Gilbert got down while the carriage went on.

A gardener was keeping the house which he showed to the inquirer. It belonged to St. Denis Abbey and was for sale under the decree confiscating Church property. Over against the gardener's lodge was another, a summerhouse simply overgrown with flowers. Mirabeau's passion for them made this sufficient lure; for this alone he would have taken the house.

"Is this little cottage, this Temple of Flora, on the property?" he asked.

"Yes, sir: it belongs to the big house but it is at present occupied by a lady with her child, a pretty lady, but of course she will have to go if the house and estate are bought."

"A lovely neighbor does no harm," said the count: "Let me see the interior of the house."

The rooms were lofty and elegant, the furniture fine and stylish.

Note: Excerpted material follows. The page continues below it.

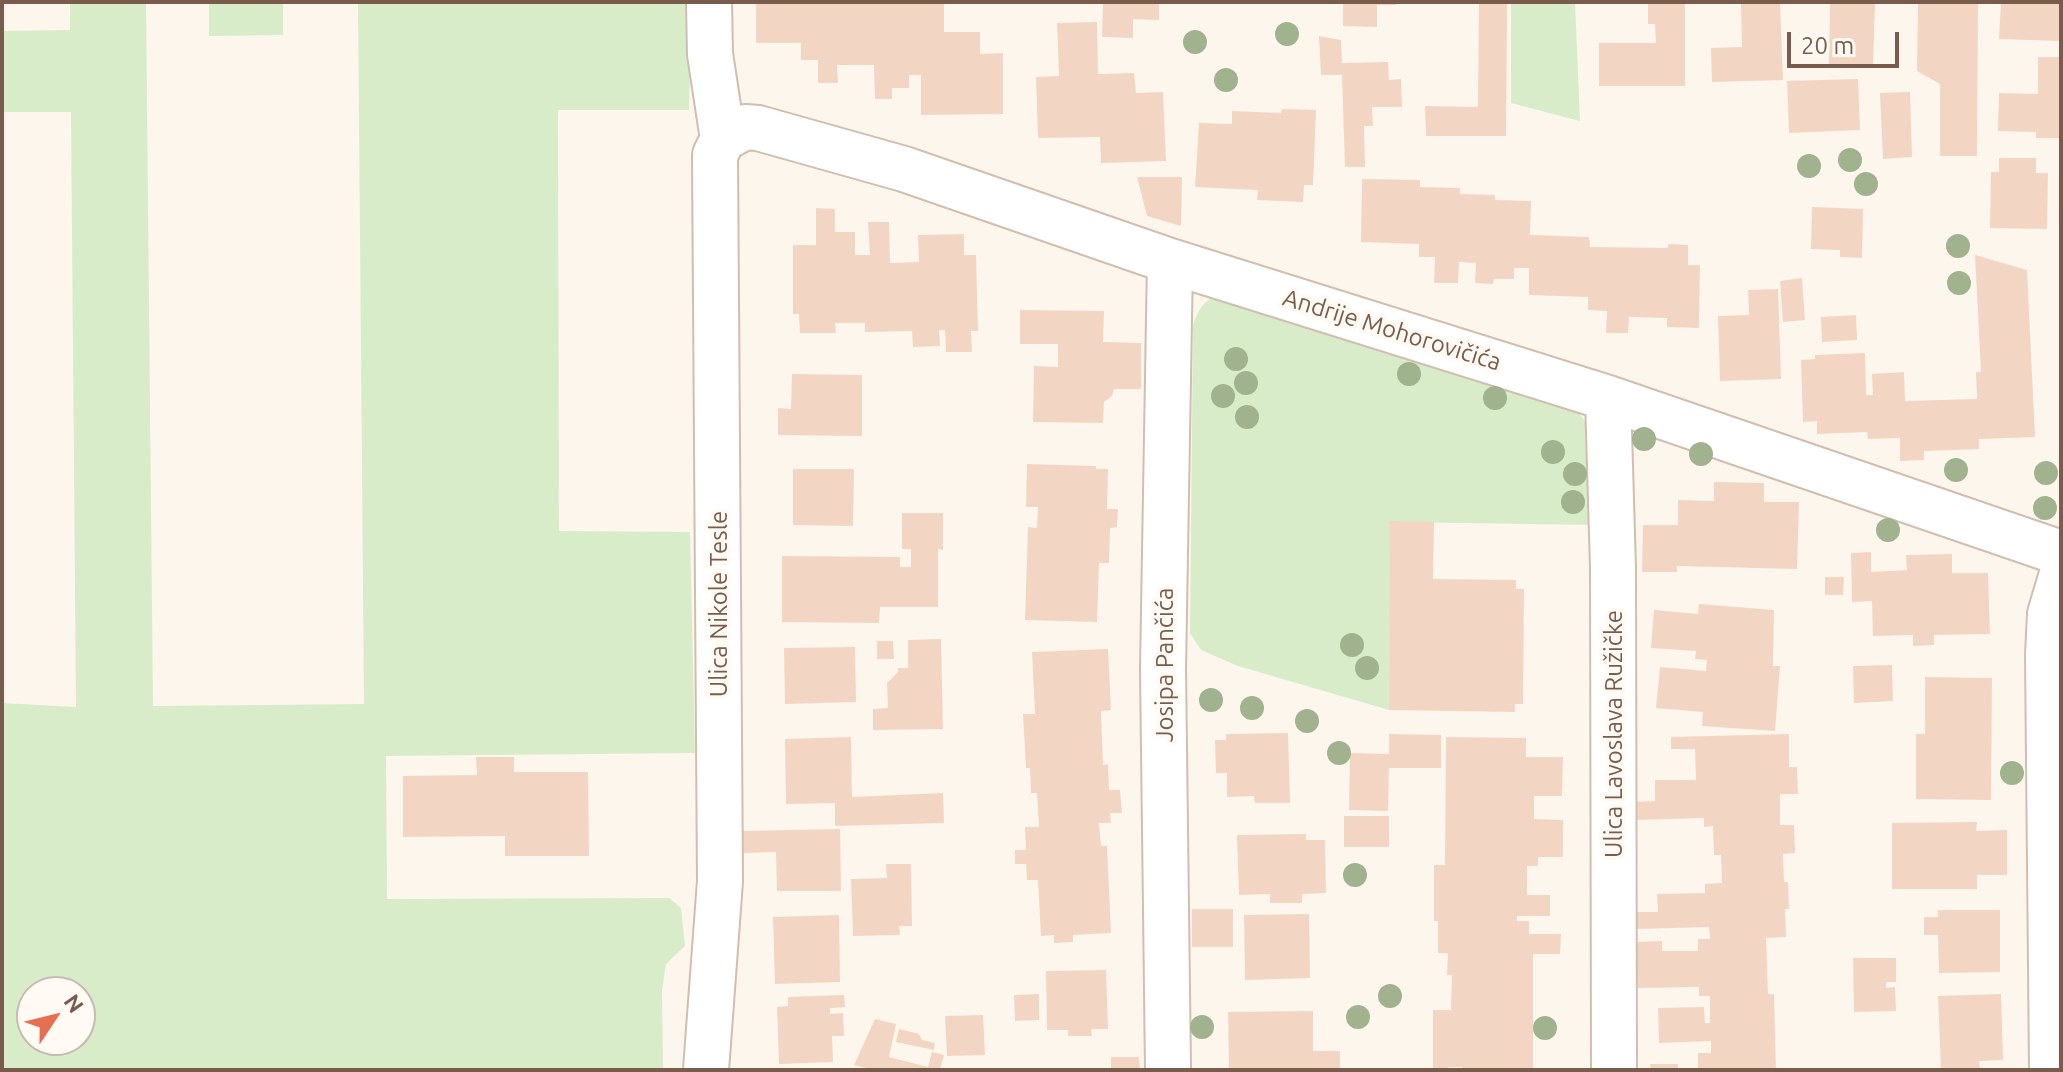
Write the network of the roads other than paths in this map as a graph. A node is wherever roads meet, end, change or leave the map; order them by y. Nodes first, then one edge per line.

In the main room Mirabeau opened a window to look out and it commanded a view of the summerhouse. What was more, he had a view of a lady, sewing, half reclining, while a child of five or six played on the lawn among flowering shrubs.

It was the lady tenant.

It was not only such a pretty woman as one might imagine a Queen among the roses, but it was the living likeness of Queen Marie Antoinette and to accentuate the resemblance the boy was about the age of the Prince Royal.

Suddenly the beautiful stranger perceived that she was under observation for she uttered a faint scream of surprise, rose, called her son, and drew him inside by the hand, but not without looking back two or three times.

At this same moment Mirabeau started, for a hand was laid on his shoulder. It was the doctor who reported that the peasant's child had caught swamp fever from being set down beside a stagnant pool while the mother reaped the grass. The disease was deadly but the doctor hoped to save the sufferer by Jesuit's Bark, as quinine was still styled at this date.